- INSTRUCTIONS FOR THE TASK
Locate the word "highway" in the data below, then copy every line that holds it.

Records from a dataset
※
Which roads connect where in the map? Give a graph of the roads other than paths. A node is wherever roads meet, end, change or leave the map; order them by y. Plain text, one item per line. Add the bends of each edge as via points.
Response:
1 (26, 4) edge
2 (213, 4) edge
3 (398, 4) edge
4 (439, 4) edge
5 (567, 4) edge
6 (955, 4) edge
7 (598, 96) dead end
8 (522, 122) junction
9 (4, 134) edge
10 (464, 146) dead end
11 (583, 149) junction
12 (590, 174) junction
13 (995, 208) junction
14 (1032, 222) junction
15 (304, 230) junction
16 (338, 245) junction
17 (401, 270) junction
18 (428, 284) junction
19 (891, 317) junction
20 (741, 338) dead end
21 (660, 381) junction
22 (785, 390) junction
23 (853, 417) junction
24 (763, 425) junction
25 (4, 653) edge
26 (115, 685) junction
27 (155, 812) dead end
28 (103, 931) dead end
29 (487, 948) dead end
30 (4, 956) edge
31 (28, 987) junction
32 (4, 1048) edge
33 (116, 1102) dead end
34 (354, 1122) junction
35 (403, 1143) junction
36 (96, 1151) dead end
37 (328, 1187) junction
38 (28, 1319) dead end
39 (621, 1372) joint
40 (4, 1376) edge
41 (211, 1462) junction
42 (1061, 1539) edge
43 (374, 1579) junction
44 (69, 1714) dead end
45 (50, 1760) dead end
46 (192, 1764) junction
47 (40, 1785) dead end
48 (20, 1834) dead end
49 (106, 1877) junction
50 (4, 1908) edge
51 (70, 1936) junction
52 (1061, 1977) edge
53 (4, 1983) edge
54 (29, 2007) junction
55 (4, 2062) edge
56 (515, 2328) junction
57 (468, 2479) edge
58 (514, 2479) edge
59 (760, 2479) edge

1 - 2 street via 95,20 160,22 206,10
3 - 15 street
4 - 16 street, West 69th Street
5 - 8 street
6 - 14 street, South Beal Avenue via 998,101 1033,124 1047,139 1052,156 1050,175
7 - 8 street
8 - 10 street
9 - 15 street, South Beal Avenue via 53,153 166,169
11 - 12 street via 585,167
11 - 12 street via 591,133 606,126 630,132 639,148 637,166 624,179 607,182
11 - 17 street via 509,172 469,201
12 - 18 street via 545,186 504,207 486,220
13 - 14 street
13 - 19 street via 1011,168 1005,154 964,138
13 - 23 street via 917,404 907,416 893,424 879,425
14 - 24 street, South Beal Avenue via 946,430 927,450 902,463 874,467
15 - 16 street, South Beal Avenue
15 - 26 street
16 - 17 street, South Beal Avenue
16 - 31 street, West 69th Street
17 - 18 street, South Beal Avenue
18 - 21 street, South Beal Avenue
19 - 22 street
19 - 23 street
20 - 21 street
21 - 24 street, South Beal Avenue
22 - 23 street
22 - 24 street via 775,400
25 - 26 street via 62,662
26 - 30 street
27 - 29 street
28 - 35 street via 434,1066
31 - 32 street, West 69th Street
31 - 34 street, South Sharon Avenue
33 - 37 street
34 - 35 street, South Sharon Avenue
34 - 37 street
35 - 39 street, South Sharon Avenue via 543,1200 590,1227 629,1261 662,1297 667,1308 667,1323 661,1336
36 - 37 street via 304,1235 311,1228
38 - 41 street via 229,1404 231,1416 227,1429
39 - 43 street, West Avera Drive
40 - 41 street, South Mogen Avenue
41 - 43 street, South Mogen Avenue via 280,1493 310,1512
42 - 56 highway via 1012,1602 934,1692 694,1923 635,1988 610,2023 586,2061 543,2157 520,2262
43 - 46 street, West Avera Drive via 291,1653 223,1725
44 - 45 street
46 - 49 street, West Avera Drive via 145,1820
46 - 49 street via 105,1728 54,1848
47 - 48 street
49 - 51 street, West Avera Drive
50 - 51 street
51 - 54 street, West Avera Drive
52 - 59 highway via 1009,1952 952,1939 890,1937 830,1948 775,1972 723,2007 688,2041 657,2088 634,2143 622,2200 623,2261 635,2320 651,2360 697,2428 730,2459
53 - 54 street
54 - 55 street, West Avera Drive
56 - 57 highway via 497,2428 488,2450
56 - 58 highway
※
- OUTPUT OF THE EXERCISE
42 - 56 highway via 1012,1602 934,1692 694,1923 635,1988 610,2023 586,2061 543,2157 520,2262
52 - 59 highway via 1009,1952 952,1939 890,1937 830,1948 775,1972 723,2007 688,2041 657,2088 634,2143 622,2200 623,2261 635,2320 651,2360 697,2428 730,2459
56 - 57 highway via 497,2428 488,2450
56 - 58 highway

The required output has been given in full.